2 October 2019
Article

Is it possible to patent a simulation?

Until recently, the answer was: sometimes, if it had a proven ‘further technical effect’. The standard example that would usually be cited – including in the official European Patent Office (EPO) guidelines (the Guidelines for Examination) – is decision T 1227/05 from 2006. In this case, it was determined that simulation of the performance of an electronic circuit subject to 1/f noise could be considered patentable because it helped solve a technical problem, i.e. the development of circuits.

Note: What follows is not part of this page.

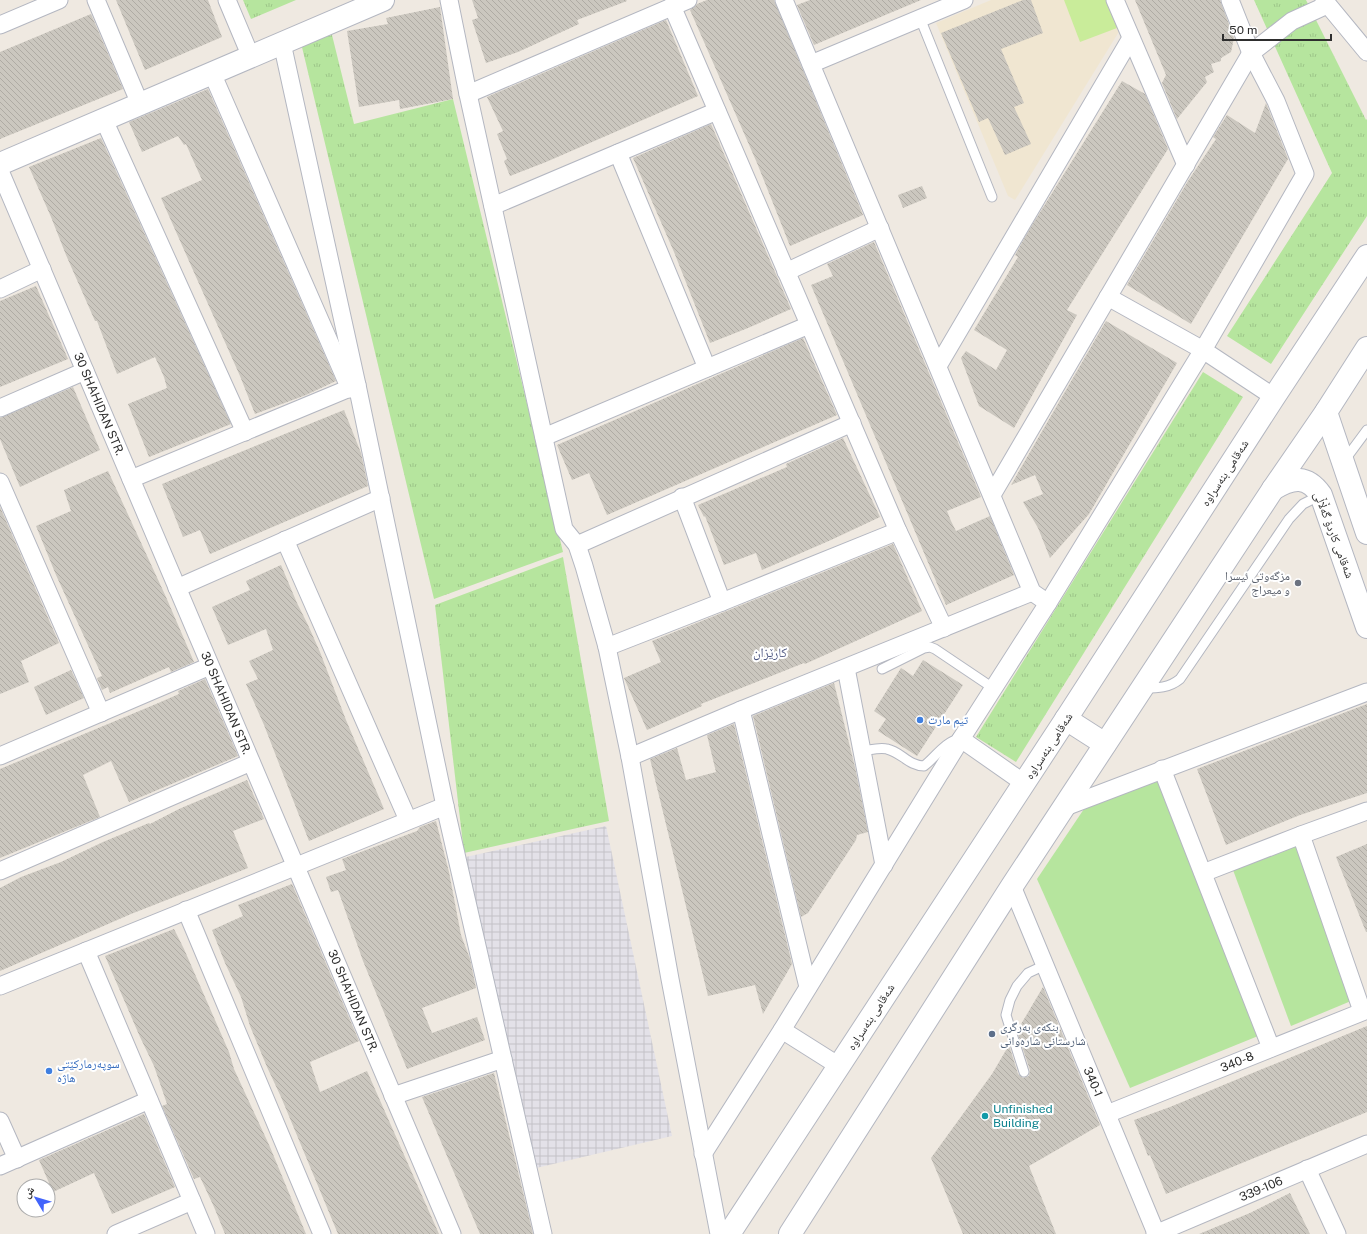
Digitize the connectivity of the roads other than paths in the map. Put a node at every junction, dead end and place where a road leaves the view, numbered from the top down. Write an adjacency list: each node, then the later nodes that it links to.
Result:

This criterion was also applied in 2013 to a European patent application (EP 03793825.5) concerning the simulation of the movement of an autonomous entity through an environment, such as a group of pedestrians. The decision made was that there was no technical effect, and therefore no patent was granted.

The applicant disagreed and appealed against the decision. In the resulting case, T 0489/14, the Technical Board of Appeal (TBA) considered the European Patent Convention too ambiguous on this point to be able to make a decision. In such cases, the TBA can decide to refer the question to the Enlarged Board of Appeal (EBA). This they did in February 2019, and the three questions referred will be considered in case G1/19.

Many people have an opinion of (and a stake in) what the answer should be to these questions, and so the referral has already attracted a large number of amicus curiae letters from interested parties. On 13 September, the EPO President himself, António Campinos, submitted his own comments.

The full comments can be found on the EPO website. The document starts by summarising the current situation concerning the patentability of computer-simulated methods, before going on to discuss the three referred questions. The subject-matter is too intricate to explain here in detail – for that we refer interested parties to the IPKat blog – but the gist of the comments would seem to be that the precedent set by T 1227/05 should be adhered to and that it must be possible to consider patenting simulations as long as they have sufficient technical effect.

So, will the EBA agree? We will have to wait and see, but we will let you know as soon as we do.